/tmva-tutorial

Collection of Notebook for Tutorials on TMVA

Primary LanguageJupyter Notebook

TMVA Tutorial

These are tutorials on TMVA given at workshops and Machine Learning events in 2017 and 2018

The most recent one has been given at the 1st Terascale School on Machine Learning at Desy, see agenda at https://indico.desy.de/indico/event/21278/

The tutorials consist of notebook which can be run on SWAN ( https://swan.cern.ch )

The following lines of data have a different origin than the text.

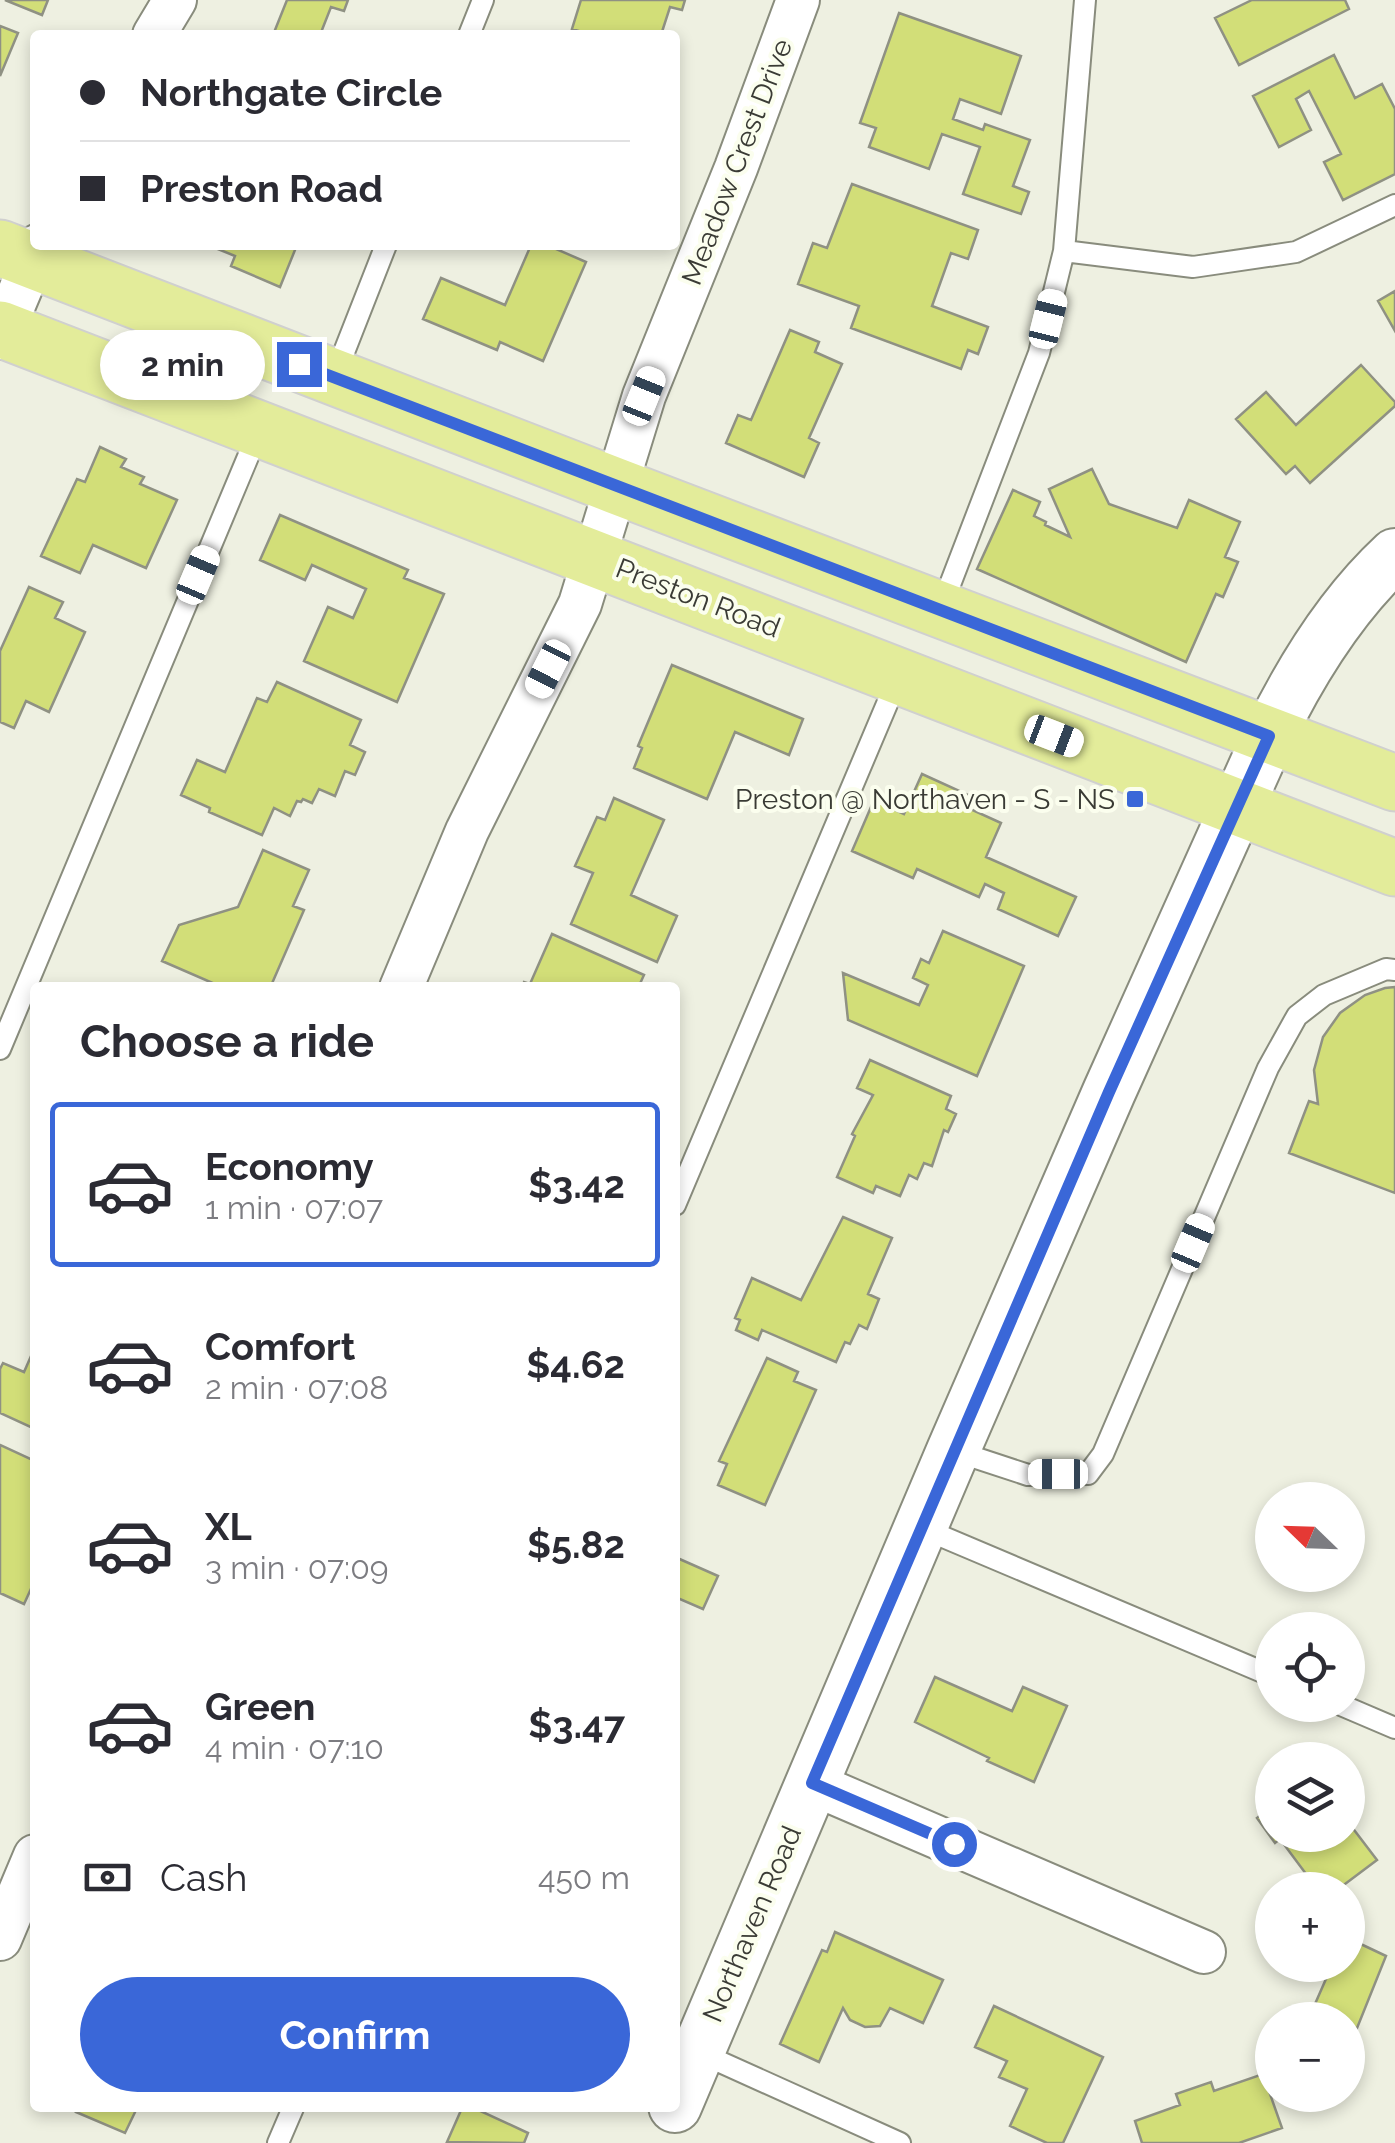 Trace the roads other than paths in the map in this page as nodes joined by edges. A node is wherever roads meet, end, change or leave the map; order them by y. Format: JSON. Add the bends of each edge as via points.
{"nodes":[{"id":1,"x":175,"y":0,"type":"edge"},
{"id":2,"x":482,"y":0,"type":"edge"},
{"id":3,"x":798,"y":0,"type":"edge"},
{"id":4,"x":1086,"y":0,"type":"edge"},
{"id":5,"x":157,"y":30,"type":"edge"},
{"id":6,"x":471,"y":30,"type":"edge"},
{"id":7,"x":1395,"y":205,"type":"edge"},
{"id":8,"x":384,"y":250,"type":"edge"},
{"id":9,"x":24,"y":251,"type":"edge"},
{"id":10,"x":1064,"y":251,"type":"junction"},
{"id":11,"x":1,"y":332,"type":"edge"},
{"id":12,"x":334,"y":377,"type":"junction"},
{"id":13,"x":260,"y":429,"type":"junction"},
{"id":14,"x":616,"y":486,"type":"junction"},
{"id":15,"x":1395,"y":555,"type":"edge"},
{"id":16,"x":594,"y":558,"type":"junction"},
{"id":17,"x":940,"y":610,"type":"junction"},
{"id":18,"x":899,"y":676,"type":"junction"},
{"id":19,"x":1269,"y":736,"type":"junction"},
{"id":20,"x":1395,"y":783,"type":"edge"},
{"id":21,"x":1238,"y":808,"type":"junction"},
{"id":22,"x":1395,"y":868,"type":"edge"},
{"id":23,"x":1395,"y":970,"type":"edge"},
{"id":24,"x":404,"y":982,"type":"edge"},
{"id":25,"x":0,"y":1049,"type":"edge"},
{"id":26,"x":680,"y":1193,"type":"edge"},
{"id":27,"x":953,"y":1451,"type":"junction"},
{"id":28,"x":920,"y":1528,"type":"junction"},
{"id":29,"x":1255,"y":1669,"type":"edge"},
{"id":30,"x":1365,"y":1715,"type":"edge"},
{"id":31,"x":1395,"y":1728,"type":"edge"},
{"id":32,"x":812,"y":1783,"type":"junction"},
{"id":33,"x":30,"y":1868,"type":"edge"},
{"id":34,"x":0,"y":1940,"type":"edge"},
{"id":35,"x":1204,"y":1952,"type":"dead end"},
{"id":36,"x":698,"y":2052,"type":"junction"},
{"id":37,"x":680,"y":2095,"type":"edge"},
{"id":38,"x":291,"y":2112,"type":"edge"},
{"id":39,"x":673,"y":2112,"type":"edge"},
{"id":40,"x":278,"y":2143,"type":"edge"},
{"id":41,"x":660,"y":2143,"type":"edge"},
{"id":42,"x":900,"y":2143,"type":"edge"}],
"edges":[{"from":1,"to":5,"type":"street"},
{"from":2,"to":6,"type":"lane"},
{"from":3,"to":14,"type":"street","name":"Meadow Crest Drive","via":[[644,396]]},
{"from":4,"to":10,"type":"lane"},
{"from":7,"to":10,"type":"lane","via":[[1296,252],[1193,267]]},
{"from":8,"to":12,"type":"lane"},
{"from":9,"to":11,"type":"street"},
{"from":9,"to":12,"type":"main road"},
{"from":10,"to":17,"type":"lane","via":[[1039,353]]},
{"from":11,"to":13,"type":"main road","name":"Preston Road"},
{"from":12,"to":14,"type":"main road"},
{"from":13,"to":16,"type":"main road","name":"Preston Road"},
{"from":13,"to":25,"type":"lane"},
{"from":14,"to":16,"type":"street","name":"Meadow Crest Drive"},
{"from":14,"to":17,"type":"main road"},
{"from":15,"to":19,"type":"street","name":"Northaven Road","via":[[1337,620]]},
{"from":16,"to":18,"type":"main road","name":"Preston Road"},
{"from":16,"to":24,"type":"street","name":"Meadow Crest Drive","via":[[580,604],[467,831]]},
{"from":17,"to":19,"type":"main road"},
{"from":18,"to":21,"type":"main road","name":"Preston Road"},
{"from":18,"to":26,"type":"lane"},
{"from":19,"to":20,"type":"main road"},
{"from":19,"to":21,"type":"street","name":"Northaven Road"},
{"from":21,"to":22,"type":"main road","name":"Preston Road"},
{"from":21,"to":27,"type":"street","name":"Northaven Road"},
{"from":23,"to":27,"type":"lane","via":[[1324,995],[1296,1016],[1104,1454],[1088,1474],[1028,1475]]},
{"from":27,"to":28,"type":"street","name":"Northaven Road"},
{"from":28,"to":29,"type":"lane"},
{"from":28,"to":32,"type":"street","name":"Northaven Road"},
{"from":30,"to":31,"type":"lane"},
{"from":32,"to":35,"type":"street"},
{"from":32,"to":36,"type":"street","name":"Northaven Road"},
{"from":33,"to":34,"type":"street"},
{"from":36,"to":37,"type":"street","name":"Northaven Road"},
{"from":36,"to":42,"type":"lane"},
{"from":38,"to":40,"type":"lane"},
{"from":39,"to":41,"type":"street","name":"Northaven Road"}]}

In order to run the tutorial we recommend that you:

  1. Open a Terminal in SWAN
  2. Clone your repository (it will appear in your cernbox folder)
git clone  https://github.com/lmoneta/tmva-tutorial.git
  • The tutorials will be in the directory notebooks. Older tutorials could be retrieved using the corresponding git branches

  • The notebooks used in this tutorial use either C++ or Python. Python notebooks have the suffix _py appended to their name. In some case a corresponding ROOT macro is available, which can run directly from the ROOT prompt. The macro are just an example how one can create easly a ROOT macro or a Python script from a given C++ or Python based notebook.

  • More notebooks, some written also in Python, are available in the Machine Learning Gallery of SWAN, https://swan.web.cern.ch/content/machine-learning

  • Additional tutorials of TMVA are available in the tutorials/tmva directory of the main ROOT git repository. You can find them also here https://root.cern.ch/doc/master/group__tutorial__tmva.html

  • The updated TMVA Users Guide is available at https://root.cern.ch/download/doc/tmva/TMVAUsersGuide.pdf

Swan and Jupyter notebooks quick start

If you have never used jupyter notebooks, you can find some quickstart information at the following links What is a jupyter notebook?, Notebook Basics, Running Code.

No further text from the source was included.